Your task
Please retype all of the records below word for word, leaving out any pictures.

Task material
○ ○ ○ ○ ○ ○ ○

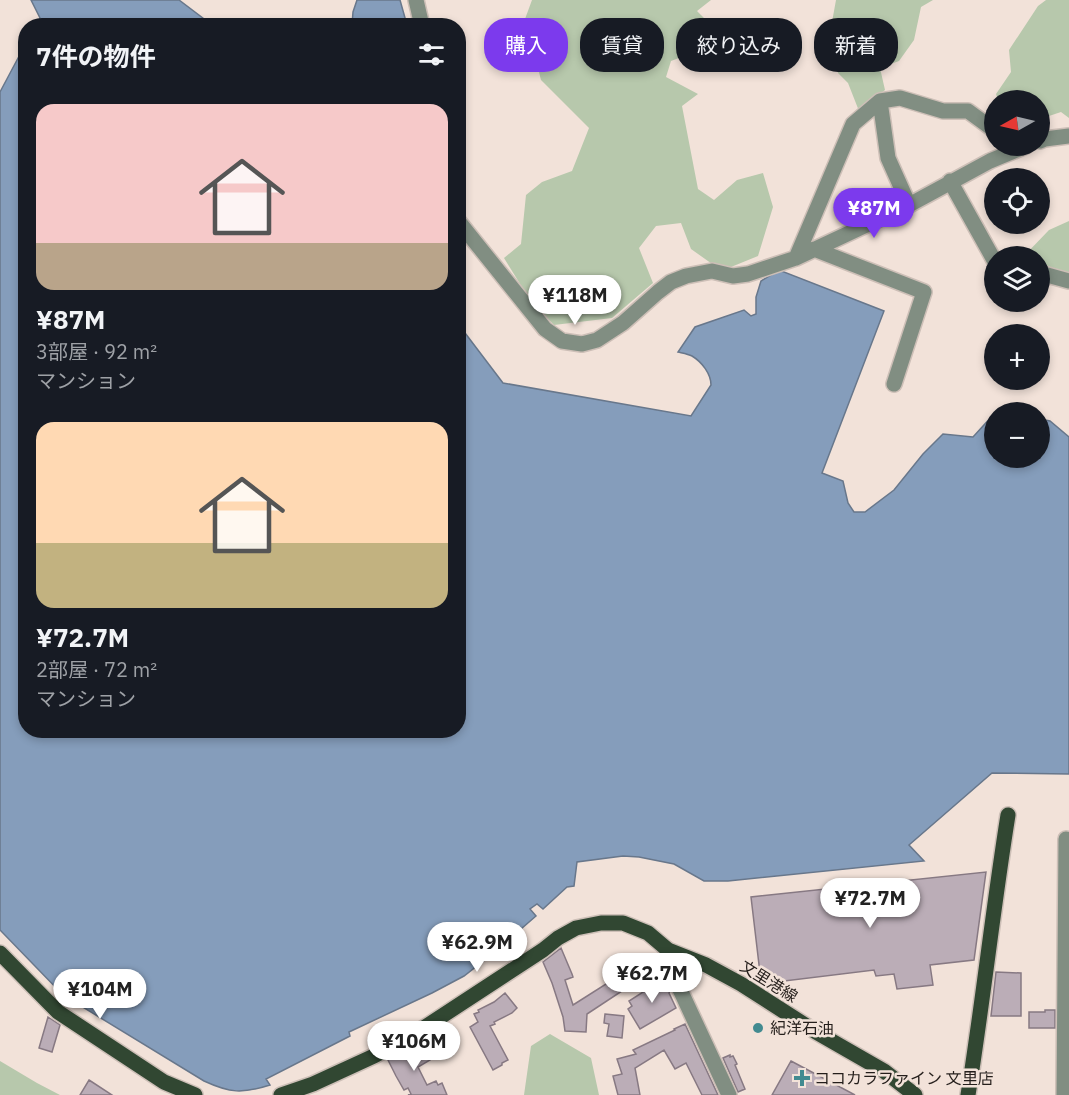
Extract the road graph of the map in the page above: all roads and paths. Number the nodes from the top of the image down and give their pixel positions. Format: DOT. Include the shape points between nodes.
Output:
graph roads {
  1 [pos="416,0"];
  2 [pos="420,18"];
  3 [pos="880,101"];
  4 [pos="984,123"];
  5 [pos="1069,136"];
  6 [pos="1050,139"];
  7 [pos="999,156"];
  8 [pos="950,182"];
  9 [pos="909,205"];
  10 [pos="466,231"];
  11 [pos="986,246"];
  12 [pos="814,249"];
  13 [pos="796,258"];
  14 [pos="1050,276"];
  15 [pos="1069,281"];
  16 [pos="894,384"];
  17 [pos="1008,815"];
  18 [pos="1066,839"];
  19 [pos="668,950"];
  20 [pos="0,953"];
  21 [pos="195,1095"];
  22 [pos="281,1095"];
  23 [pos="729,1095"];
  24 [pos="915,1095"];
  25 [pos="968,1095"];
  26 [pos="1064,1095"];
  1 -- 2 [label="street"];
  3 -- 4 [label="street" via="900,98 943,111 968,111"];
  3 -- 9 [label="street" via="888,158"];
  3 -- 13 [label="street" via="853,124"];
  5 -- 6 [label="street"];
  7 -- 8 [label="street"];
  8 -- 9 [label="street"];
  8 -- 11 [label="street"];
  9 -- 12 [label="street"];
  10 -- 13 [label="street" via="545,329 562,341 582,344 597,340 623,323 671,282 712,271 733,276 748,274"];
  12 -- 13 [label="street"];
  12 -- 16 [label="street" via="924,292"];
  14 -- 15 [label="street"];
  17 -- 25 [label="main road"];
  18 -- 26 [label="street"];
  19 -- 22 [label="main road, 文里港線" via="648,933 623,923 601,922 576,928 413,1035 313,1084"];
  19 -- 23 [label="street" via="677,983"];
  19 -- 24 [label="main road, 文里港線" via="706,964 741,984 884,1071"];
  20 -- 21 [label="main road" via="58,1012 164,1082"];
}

○ ○ ○ ○ ○ ○ ○

Answer to this exercise
Extract the road graph of the map in the page above: all roads and paths. Number the nodes from the top of the image down and give their pixel positions. Format: DOT. Include the shape points between nodes.
Output:
graph roads {
  1 [pos="416,0"];
  2 [pos="420,18"];
  3 [pos="880,101"];
  4 [pos="984,123"];
  5 [pos="1069,136"];
  6 [pos="1050,139"];
  7 [pos="999,156"];
  8 [pos="950,182"];
  9 [pos="909,205"];
  10 [pos="466,231"];
  11 [pos="986,246"];
  12 [pos="814,249"];
  13 [pos="796,258"];
  14 [pos="1050,276"];
  15 [pos="1069,281"];
  16 [pos="894,384"];
  17 [pos="1008,815"];
  18 [pos="1066,839"];
  19 [pos="668,950"];
  20 [pos="0,953"];
  21 [pos="195,1095"];
  22 [pos="281,1095"];
  23 [pos="729,1095"];
  24 [pos="915,1095"];
  25 [pos="968,1095"];
  26 [pos="1064,1095"];
  1 -- 2 [label="street"];
  3 -- 4 [label="street" via="900,98 943,111 968,111"];
  3 -- 9 [label="street" via="888,158"];
  3 -- 13 [label="street" via="853,124"];
  5 -- 6 [label="street"];
  7 -- 8 [label="street"];
  8 -- 9 [label="street"];
  8 -- 11 [label="street"];
  9 -- 12 [label="street"];
  10 -- 13 [label="street" via="545,329 562,341 582,344 597,340 623,323 671,282 712,271 733,276 748,274"];
  12 -- 13 [label="street"];
  12 -- 16 [label="street" via="924,292"];
  14 -- 15 [label="street"];
  17 -- 25 [label="main road"];
  18 -- 26 [label="street"];
  19 -- 22 [label="main road, 文里港線" via="648,933 623,923 601,922 576,928 413,1035 313,1084"];
  19 -- 23 [label="street" via="677,983"];
  19 -- 24 [label="main road, 文里港線" via="706,964 741,984 884,1071"];
  20 -- 21 [label="main road" via="58,1012 164,1082"];
}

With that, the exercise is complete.